Author comments upon resubmission
List of changes
1. Extension of validation plots and discussion to include tau and photon observables, using ttgamma events.
2. Inclusion of Rivet & Delphes analysis routines and Delphes steering cards, as ancillary material.
3. Clarification of motivation issues like unfolding as an ill-posed problem, the discussion of smearing accuracy (and its geometric representation in Fig 1), definition of ghost association, and various suggested improvements to phrasing.
4. Adding citations to CheckMATE and MadAnalysis5 in addition to Gambit, as active and public examples of recasting code using fast-simulated reco-level quantities (other suggested codes are non-public and/or use unfolded observables).
5. Removal of poorly-defined error estimates on fitted substructure smearing variables: the numerical values are less important than the observation that a simple smearing ansatz like this can obtain good results. Undoubtedly, further focused development could improve further, but that is beyond the scope of this in-principle demonstrator.
Published as SciPost Phys. 8, 025 (2020)
Reports on this Submission
Report #2 by Tilman Plehn (Referee 2) on 2020-1-20 (Invited Report)
Report
Thank you for taking into account my comments, all cool now!

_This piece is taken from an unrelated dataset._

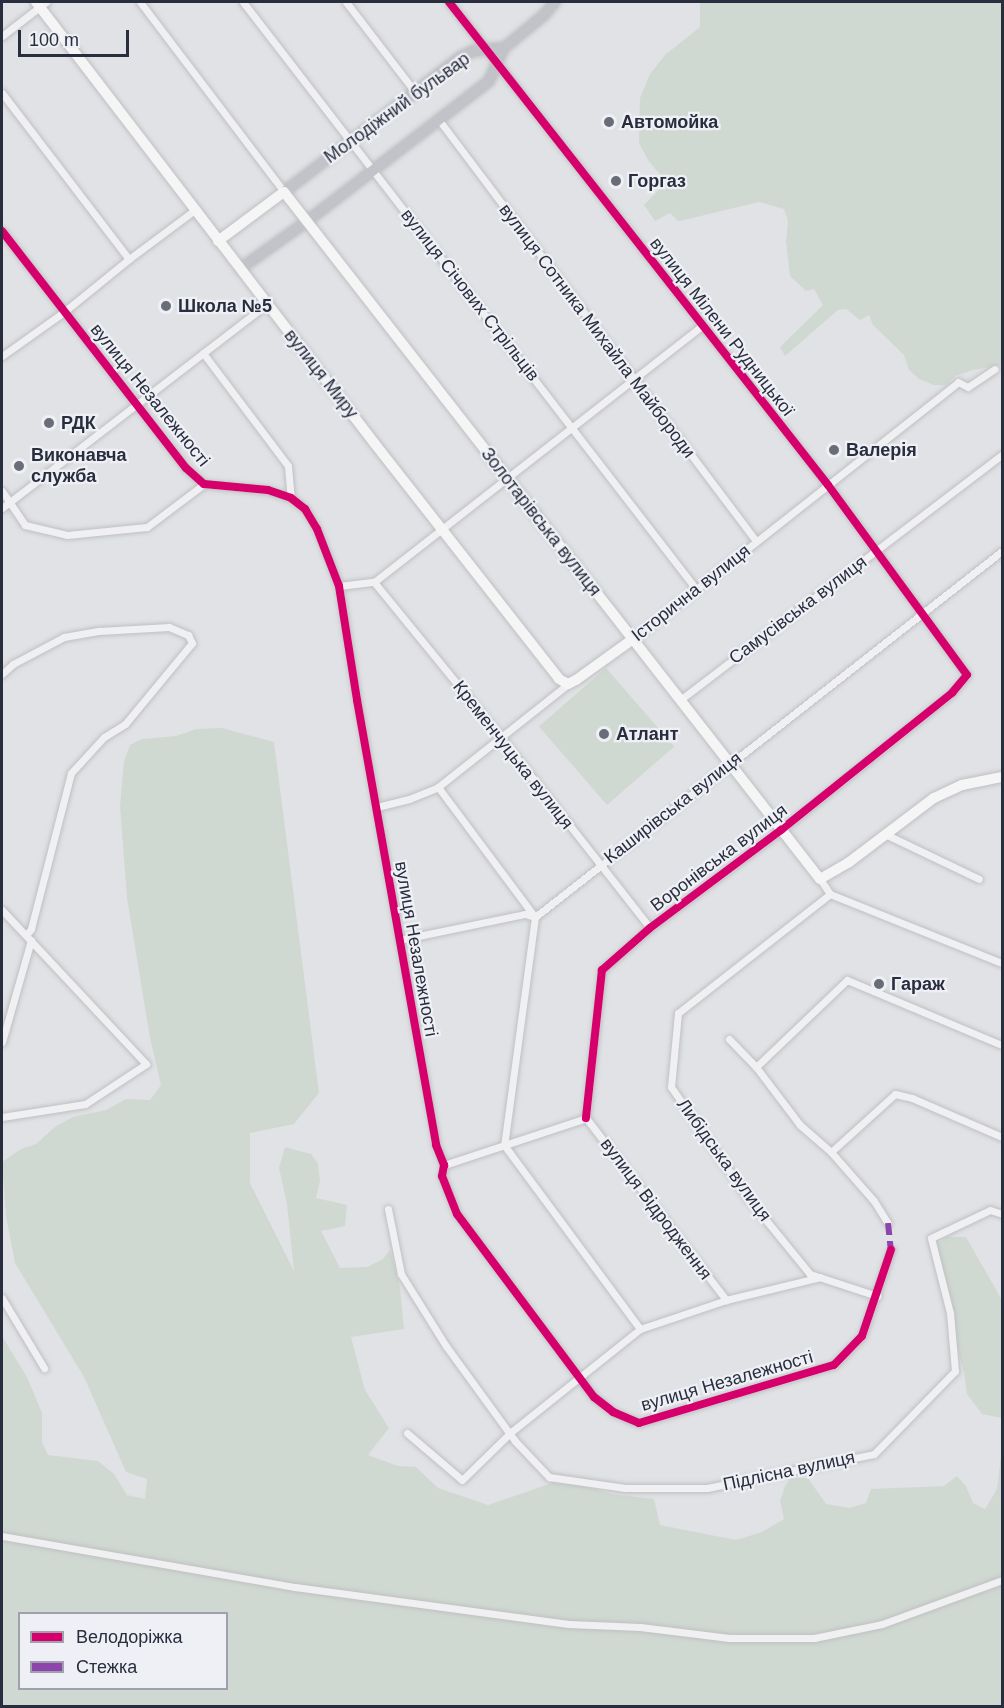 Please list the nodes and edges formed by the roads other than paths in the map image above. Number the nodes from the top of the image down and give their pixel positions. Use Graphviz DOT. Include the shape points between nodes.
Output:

Report #1 by Jonathan Butterworth (Referee 1) on 2019-12-30 (Invited Report)
- Cite as: Jonathan Butterworth, Report on arXiv:1910.01637v3, delivered 2019-12-30, doi: 10.21468/SciPost.Report.1422
Report
An improved version of an already good paper. My only (and entirely optional) comment/question is that now you have added citations to checkmate etc do you also want to add one to Contur, as an example of a BSM application which could directly make use of rivet routines that exploit your work?
Author: Andy Buckley on 2020-01-24 [id 717]
(in reply to Report 1 by Jonathan Butterworth on 2019-12-30)Thanks for the suggestion. We could do this, but it would be a bit pre-emptive as Contur has not yet made public use of reco-level analyses (although we are currently involved in this extension, e.g. via Les Houches projects). Since our reference of other BSM recasting tools was limited to those already have fast detector-emulation tools, and we did not reference other currently unfolded/particle-level fits which could use reco-level Rivet results, it would seem like special treatment and self-reference so we think it better to leave it as-is this time.
Anonymous on 2020-01-24 [id 719]
(in reply to Andy Buckley on 2020-01-24 [id 717])Fair enough. All fine.